_EXERCISE GOAL_: Give every line from the entries that contains "junction".

_RECORDS PROVIDED_:

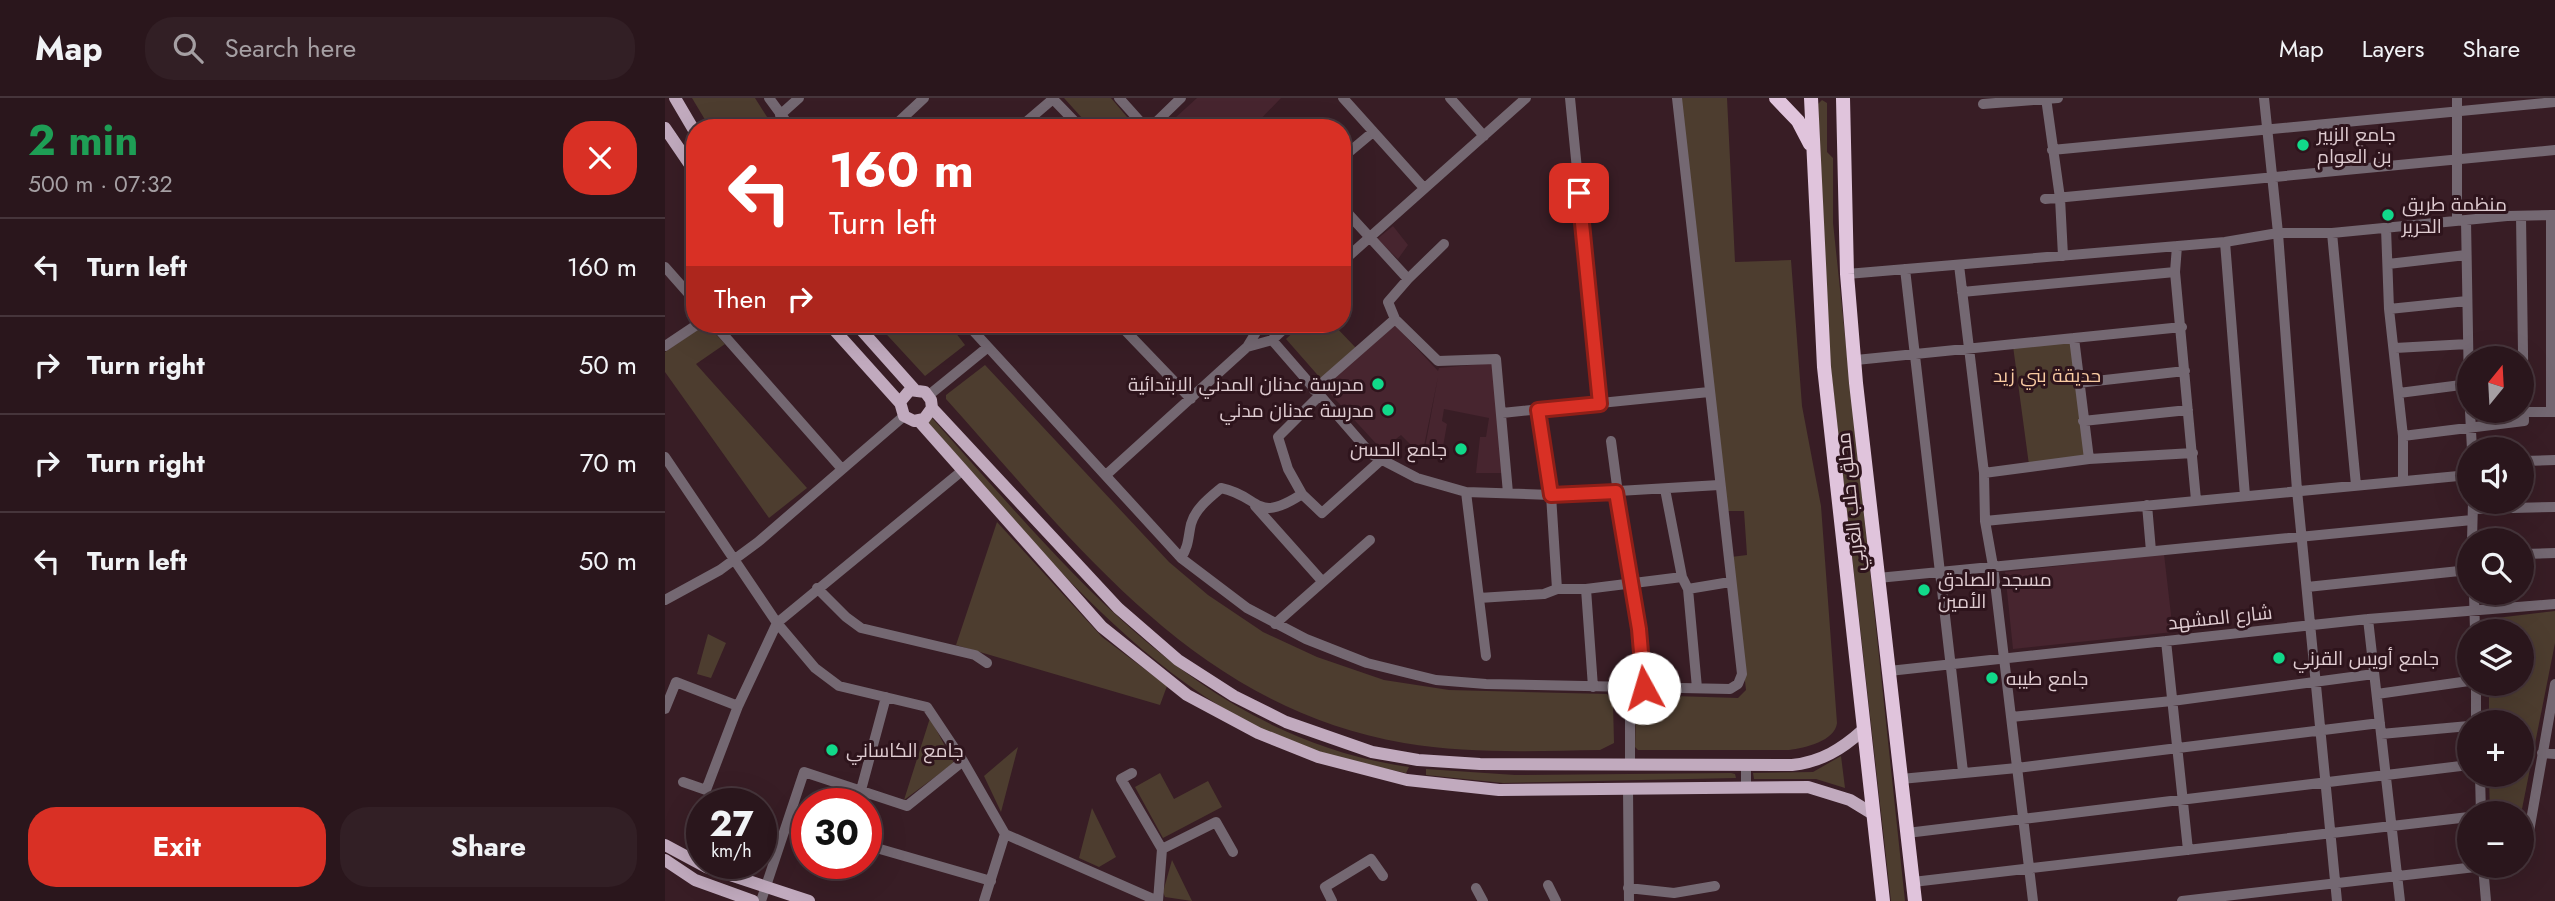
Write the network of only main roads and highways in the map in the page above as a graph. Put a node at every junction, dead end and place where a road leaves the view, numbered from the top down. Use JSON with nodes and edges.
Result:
{"nodes":[{"id":1,"x":675,"y":98,"type":"edge"},
{"id":2,"x":1776,"y":98,"type":"edge"},
{"id":3,"x":1811,"y":98,"type":"edge"},
{"id":4,"x":1842,"y":99,"type":"edge"},
{"id":5,"x":687,"y":119,"type":"edge"},
{"id":6,"x":665,"y":128,"type":"edge"},
{"id":7,"x":1813,"y":152,"type":"junction"},
{"id":8,"x":686,"y":159,"type":"edge"},
{"id":9,"x":837,"y":333,"type":"edge"},
{"id":10,"x":864,"y":333,"type":"edge"},
{"id":11,"x":914,"y":389,"type":"junction"},
{"id":12,"x":930,"y":402,"type":"junction"},
{"id":13,"x":902,"y":409,"type":"junction"},
{"id":14,"x":919,"y":421,"type":"junction"},
{"id":15,"x":1863,"y":730,"type":"junction"},
{"id":16,"x":1418,"y":760,"type":"junction"},
{"id":17,"x":1416,"y":781,"type":"junction"},
{"id":18,"x":1873,"y":814,"type":"junction"},
{"id":19,"x":665,"y":845,"type":"edge"},
{"id":20,"x":665,"y":860,"type":"edge"},
{"id":21,"x":748,"y":900,"type":"edge"},
{"id":22,"x":809,"y":901,"type":"edge"},
{"id":23,"x":1883,"y":901,"type":"edge"},
{"id":24,"x":1915,"y":901,"type":"edge"}],
"edges":[{"from":1,"to":5,"type":"main road"},
{"from":2,"to":7,"type":"highway"},
{"from":3,"to":7,"type":"highway","name":"محلق حلب الغربي"},
{"from":4,"to":24,"type":"highway","name":"محلق حلب الغربي"},
{"from":6,"to":8,"type":"main road"},
{"from":7,"to":15,"type":"highway","name":"محلق حلب الغربي"},
{"from":9,"to":13,"type":"main road"},
{"from":10,"to":11,"type":"main road"},
{"from":11,"to":12,"type":"main road"},
{"from":11,"to":13,"type":"main road"},
{"from":12,"to":14,"type":"main road"},
{"from":12,"to":16,"type":"main road"},
{"from":13,"to":14,"type":"main road"},
{"from":14,"to":17,"type":"main road"},
{"from":15,"to":16,"type":"main road"},
{"from":15,"to":18,"type":"highway","name":"محلق حلب الغربي"},
{"from":16,"to":17,"type":"main road"},
{"from":17,"to":18,"type":"main road"},
{"from":18,"to":23,"type":"highway","name":"محلق حلب الغربي"},
{"from":19,"to":22,"type":"main road"},
{"from":20,"to":21,"type":"main road"}]}
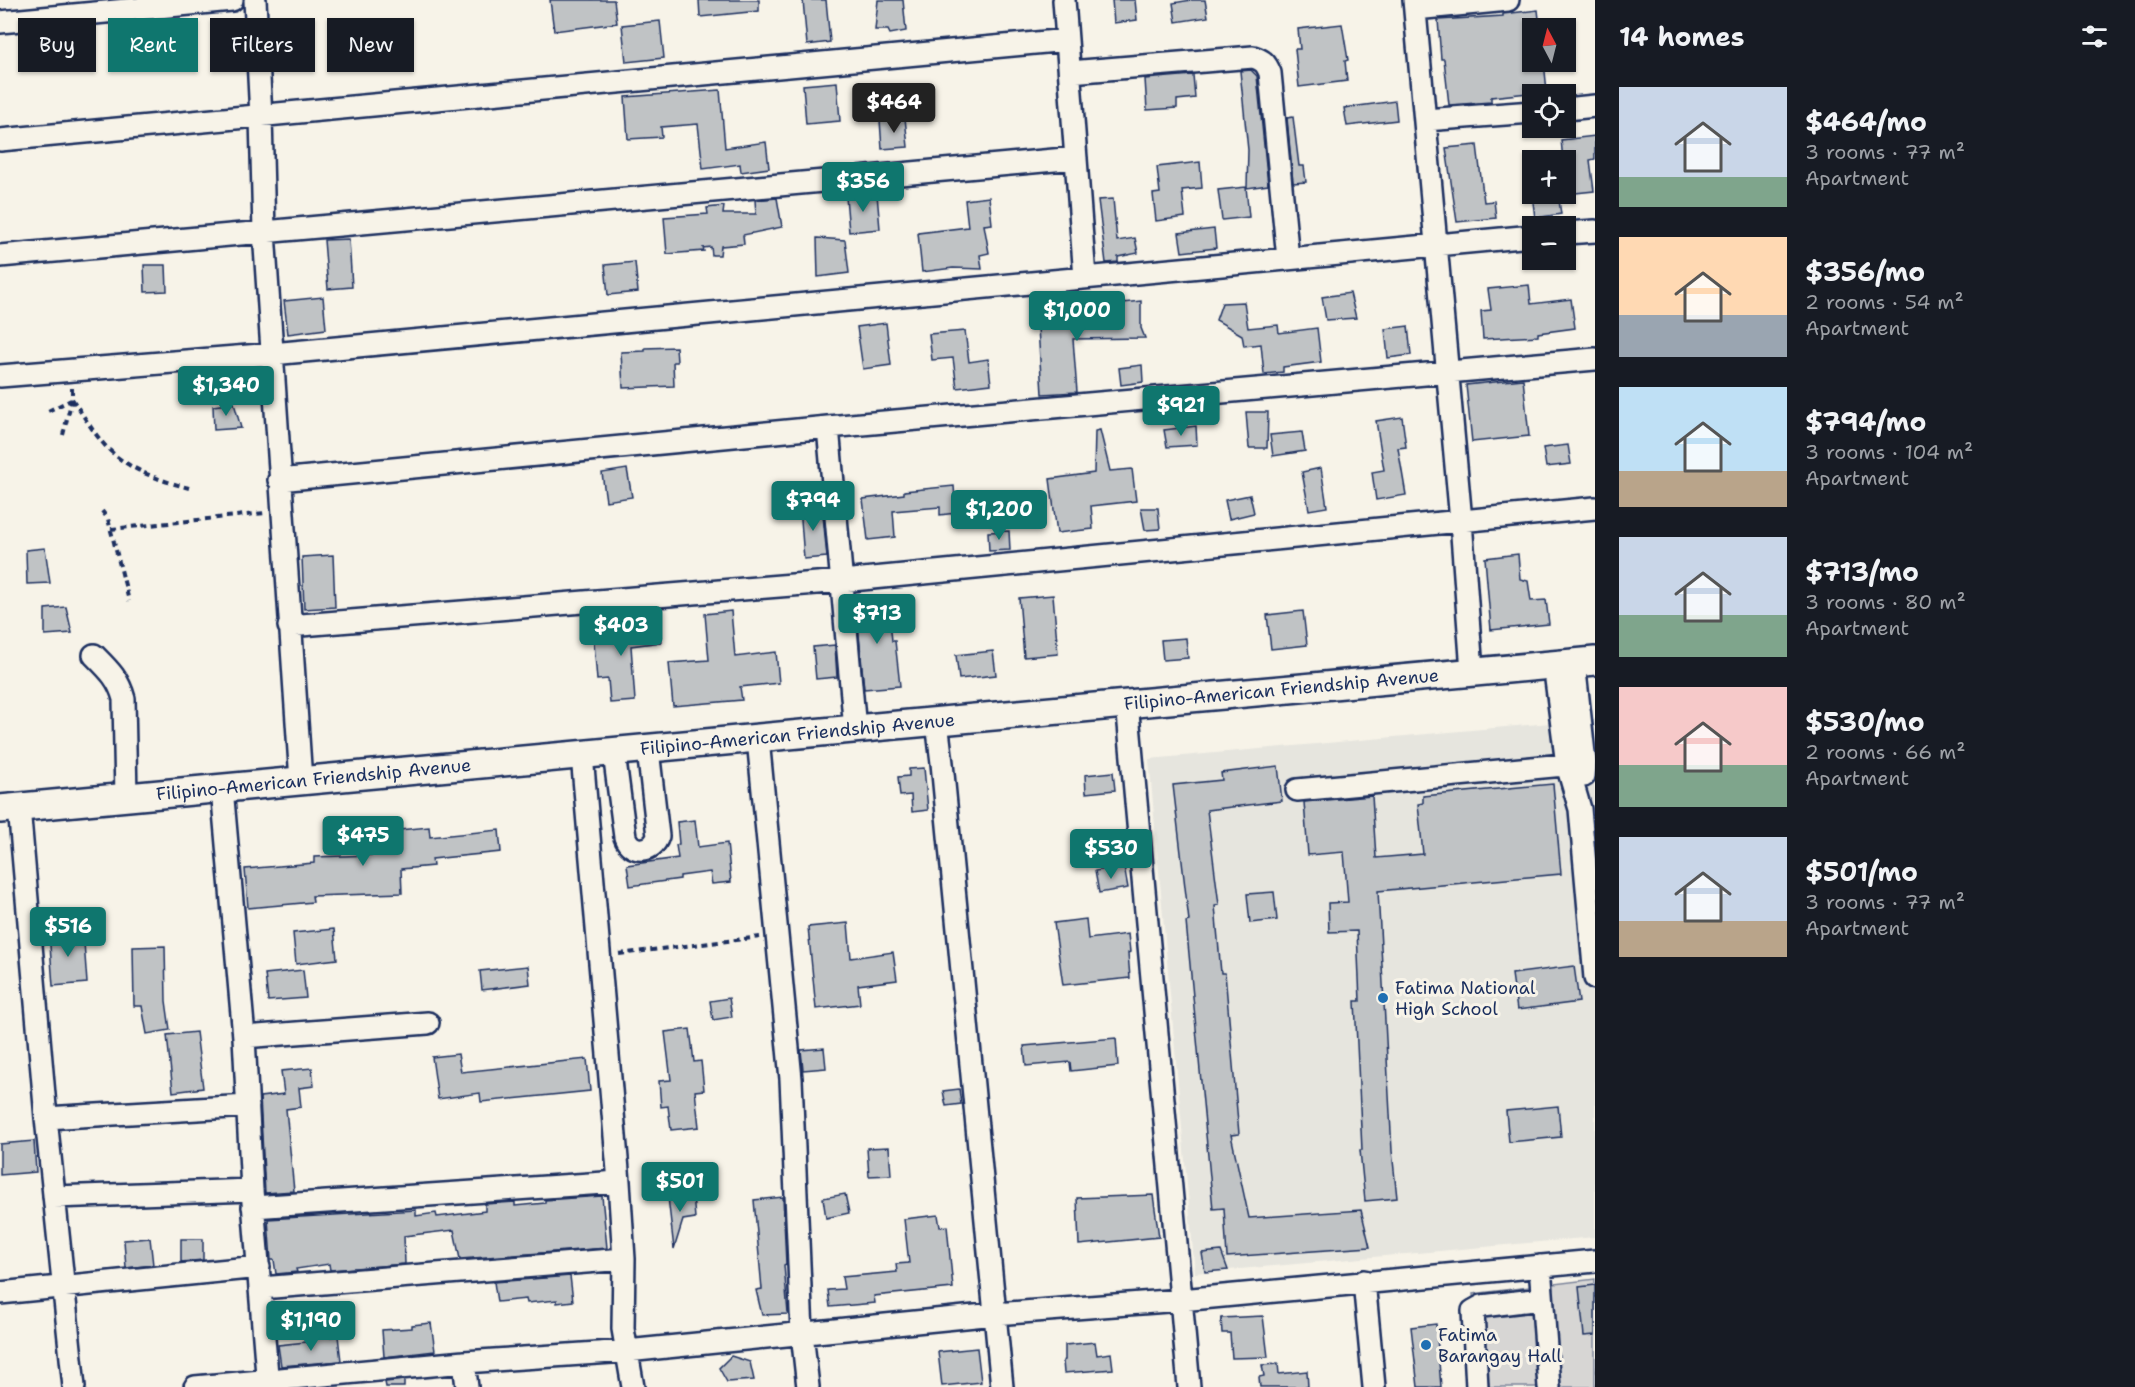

_REPLY_:
Write the network of only main roads and highways in the map in the page above as a graph. Put a node at every junction, dead end and place where a road leaves the view, numbered from the top down. Use JSON with nodes and edges.
{"id":7,"x":1813,"y":152,"type":"junction"},
{"id":11,"x":914,"y":389,"type":"junction"},
{"id":12,"x":930,"y":402,"type":"junction"},
{"id":13,"x":902,"y":409,"type":"junction"},
{"id":14,"x":919,"y":421,"type":"junction"},
{"id":15,"x":1863,"y":730,"type":"junction"},
{"id":16,"x":1418,"y":760,"type":"junction"},
{"id":17,"x":1416,"y":781,"type":"junction"},
{"id":18,"x":1873,"y":814,"type":"junction"},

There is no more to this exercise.